### [Instructions to follow]
Whenever a line in the listing contains "mouth", copy that line.

### [Given data]

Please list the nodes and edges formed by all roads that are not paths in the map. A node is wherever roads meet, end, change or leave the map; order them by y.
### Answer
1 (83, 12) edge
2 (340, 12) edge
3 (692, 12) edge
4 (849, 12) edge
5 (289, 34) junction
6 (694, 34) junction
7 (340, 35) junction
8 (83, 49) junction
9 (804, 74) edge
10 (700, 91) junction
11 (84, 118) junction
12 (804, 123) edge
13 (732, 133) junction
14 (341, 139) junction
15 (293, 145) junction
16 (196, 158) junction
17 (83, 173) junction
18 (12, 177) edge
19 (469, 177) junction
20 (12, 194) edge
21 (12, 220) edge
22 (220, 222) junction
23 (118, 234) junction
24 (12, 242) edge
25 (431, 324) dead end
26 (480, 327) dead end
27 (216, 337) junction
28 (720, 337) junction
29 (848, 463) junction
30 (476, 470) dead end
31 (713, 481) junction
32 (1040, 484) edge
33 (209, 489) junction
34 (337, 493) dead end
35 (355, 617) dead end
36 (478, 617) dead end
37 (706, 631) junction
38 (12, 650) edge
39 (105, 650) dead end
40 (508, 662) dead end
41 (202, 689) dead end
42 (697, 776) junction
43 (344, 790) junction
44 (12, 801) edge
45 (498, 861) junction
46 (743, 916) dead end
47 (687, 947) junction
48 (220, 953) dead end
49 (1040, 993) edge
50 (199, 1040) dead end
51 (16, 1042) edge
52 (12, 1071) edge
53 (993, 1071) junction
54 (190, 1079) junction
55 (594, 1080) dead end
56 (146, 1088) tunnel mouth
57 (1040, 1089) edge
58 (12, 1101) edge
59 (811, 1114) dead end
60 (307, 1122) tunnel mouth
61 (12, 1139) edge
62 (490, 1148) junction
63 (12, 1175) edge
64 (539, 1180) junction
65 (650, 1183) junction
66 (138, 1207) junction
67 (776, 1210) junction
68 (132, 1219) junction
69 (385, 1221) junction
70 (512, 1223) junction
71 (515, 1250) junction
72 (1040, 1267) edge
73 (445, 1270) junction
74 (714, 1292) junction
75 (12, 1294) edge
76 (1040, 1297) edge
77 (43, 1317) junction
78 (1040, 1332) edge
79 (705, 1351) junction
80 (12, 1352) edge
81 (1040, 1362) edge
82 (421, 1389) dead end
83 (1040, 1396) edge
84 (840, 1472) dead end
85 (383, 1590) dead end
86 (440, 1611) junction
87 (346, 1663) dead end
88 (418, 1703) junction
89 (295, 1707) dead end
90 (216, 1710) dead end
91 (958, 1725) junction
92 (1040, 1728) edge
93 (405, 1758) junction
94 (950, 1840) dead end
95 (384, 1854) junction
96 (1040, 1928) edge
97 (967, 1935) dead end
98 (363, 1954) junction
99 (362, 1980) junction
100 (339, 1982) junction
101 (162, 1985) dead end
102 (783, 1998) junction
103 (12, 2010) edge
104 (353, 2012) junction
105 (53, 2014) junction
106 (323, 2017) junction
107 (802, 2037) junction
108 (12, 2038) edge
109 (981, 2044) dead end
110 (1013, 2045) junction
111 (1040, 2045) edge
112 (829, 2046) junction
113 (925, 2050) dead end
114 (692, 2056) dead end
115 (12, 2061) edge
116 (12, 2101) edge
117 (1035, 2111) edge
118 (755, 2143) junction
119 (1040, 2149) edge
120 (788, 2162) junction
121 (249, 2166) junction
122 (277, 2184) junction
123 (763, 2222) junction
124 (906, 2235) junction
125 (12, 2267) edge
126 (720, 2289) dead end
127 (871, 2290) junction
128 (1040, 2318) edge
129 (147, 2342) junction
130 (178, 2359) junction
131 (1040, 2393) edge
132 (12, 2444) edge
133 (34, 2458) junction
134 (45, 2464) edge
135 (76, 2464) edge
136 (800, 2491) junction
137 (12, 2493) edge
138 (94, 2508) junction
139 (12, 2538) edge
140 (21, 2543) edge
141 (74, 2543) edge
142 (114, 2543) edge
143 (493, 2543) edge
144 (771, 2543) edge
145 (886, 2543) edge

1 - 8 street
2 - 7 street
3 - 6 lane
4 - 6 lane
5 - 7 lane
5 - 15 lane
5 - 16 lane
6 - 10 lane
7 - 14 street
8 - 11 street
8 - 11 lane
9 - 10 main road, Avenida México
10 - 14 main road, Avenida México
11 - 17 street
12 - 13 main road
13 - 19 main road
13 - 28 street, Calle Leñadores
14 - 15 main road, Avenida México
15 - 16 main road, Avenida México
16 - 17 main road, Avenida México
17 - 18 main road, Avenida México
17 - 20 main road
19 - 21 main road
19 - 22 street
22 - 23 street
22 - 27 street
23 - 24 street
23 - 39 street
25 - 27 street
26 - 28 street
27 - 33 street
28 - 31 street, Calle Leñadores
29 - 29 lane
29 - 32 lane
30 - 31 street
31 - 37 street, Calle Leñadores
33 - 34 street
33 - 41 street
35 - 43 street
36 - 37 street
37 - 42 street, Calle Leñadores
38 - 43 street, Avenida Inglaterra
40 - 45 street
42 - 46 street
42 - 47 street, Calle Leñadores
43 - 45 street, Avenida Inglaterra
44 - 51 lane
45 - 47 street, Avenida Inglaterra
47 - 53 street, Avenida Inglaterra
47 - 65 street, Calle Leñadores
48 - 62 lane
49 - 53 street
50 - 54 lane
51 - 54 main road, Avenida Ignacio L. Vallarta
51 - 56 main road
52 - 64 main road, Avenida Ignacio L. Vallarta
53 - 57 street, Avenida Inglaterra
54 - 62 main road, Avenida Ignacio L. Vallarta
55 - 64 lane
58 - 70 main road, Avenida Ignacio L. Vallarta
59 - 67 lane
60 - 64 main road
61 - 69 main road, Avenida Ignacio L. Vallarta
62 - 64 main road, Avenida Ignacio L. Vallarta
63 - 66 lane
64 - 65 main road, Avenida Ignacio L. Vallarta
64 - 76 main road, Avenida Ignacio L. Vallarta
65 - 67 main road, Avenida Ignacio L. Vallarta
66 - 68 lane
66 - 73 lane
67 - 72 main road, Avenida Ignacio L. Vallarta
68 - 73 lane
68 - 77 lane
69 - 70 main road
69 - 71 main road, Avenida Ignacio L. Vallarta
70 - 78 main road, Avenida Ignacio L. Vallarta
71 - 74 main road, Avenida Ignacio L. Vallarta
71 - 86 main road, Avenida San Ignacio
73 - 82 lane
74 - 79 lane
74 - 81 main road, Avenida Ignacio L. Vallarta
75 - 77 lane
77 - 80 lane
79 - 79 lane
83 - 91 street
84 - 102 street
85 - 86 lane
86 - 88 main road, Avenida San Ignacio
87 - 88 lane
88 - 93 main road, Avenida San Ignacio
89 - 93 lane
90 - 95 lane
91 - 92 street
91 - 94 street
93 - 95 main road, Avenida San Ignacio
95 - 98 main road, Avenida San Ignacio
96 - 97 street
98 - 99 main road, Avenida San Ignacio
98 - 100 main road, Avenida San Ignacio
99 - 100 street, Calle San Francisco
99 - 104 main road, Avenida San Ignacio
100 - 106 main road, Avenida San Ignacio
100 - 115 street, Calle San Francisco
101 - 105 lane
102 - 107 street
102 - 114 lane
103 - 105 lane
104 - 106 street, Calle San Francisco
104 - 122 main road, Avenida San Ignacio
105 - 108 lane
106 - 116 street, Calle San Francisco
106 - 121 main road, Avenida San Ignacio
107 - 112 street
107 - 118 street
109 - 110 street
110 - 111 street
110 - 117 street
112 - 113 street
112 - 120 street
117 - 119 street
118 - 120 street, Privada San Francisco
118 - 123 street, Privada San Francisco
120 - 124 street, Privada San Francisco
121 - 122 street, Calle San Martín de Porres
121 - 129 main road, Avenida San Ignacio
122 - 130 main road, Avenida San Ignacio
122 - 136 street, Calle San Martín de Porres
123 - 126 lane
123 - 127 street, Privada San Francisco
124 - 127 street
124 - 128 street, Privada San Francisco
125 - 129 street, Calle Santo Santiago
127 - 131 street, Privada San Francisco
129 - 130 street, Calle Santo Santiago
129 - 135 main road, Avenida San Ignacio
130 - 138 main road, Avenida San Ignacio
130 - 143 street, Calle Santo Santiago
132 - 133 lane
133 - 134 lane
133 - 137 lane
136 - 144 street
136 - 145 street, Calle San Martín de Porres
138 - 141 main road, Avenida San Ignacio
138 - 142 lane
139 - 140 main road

### [Answer to this task]
56 (146, 1088) tunnel mouth
60 (307, 1122) tunnel mouth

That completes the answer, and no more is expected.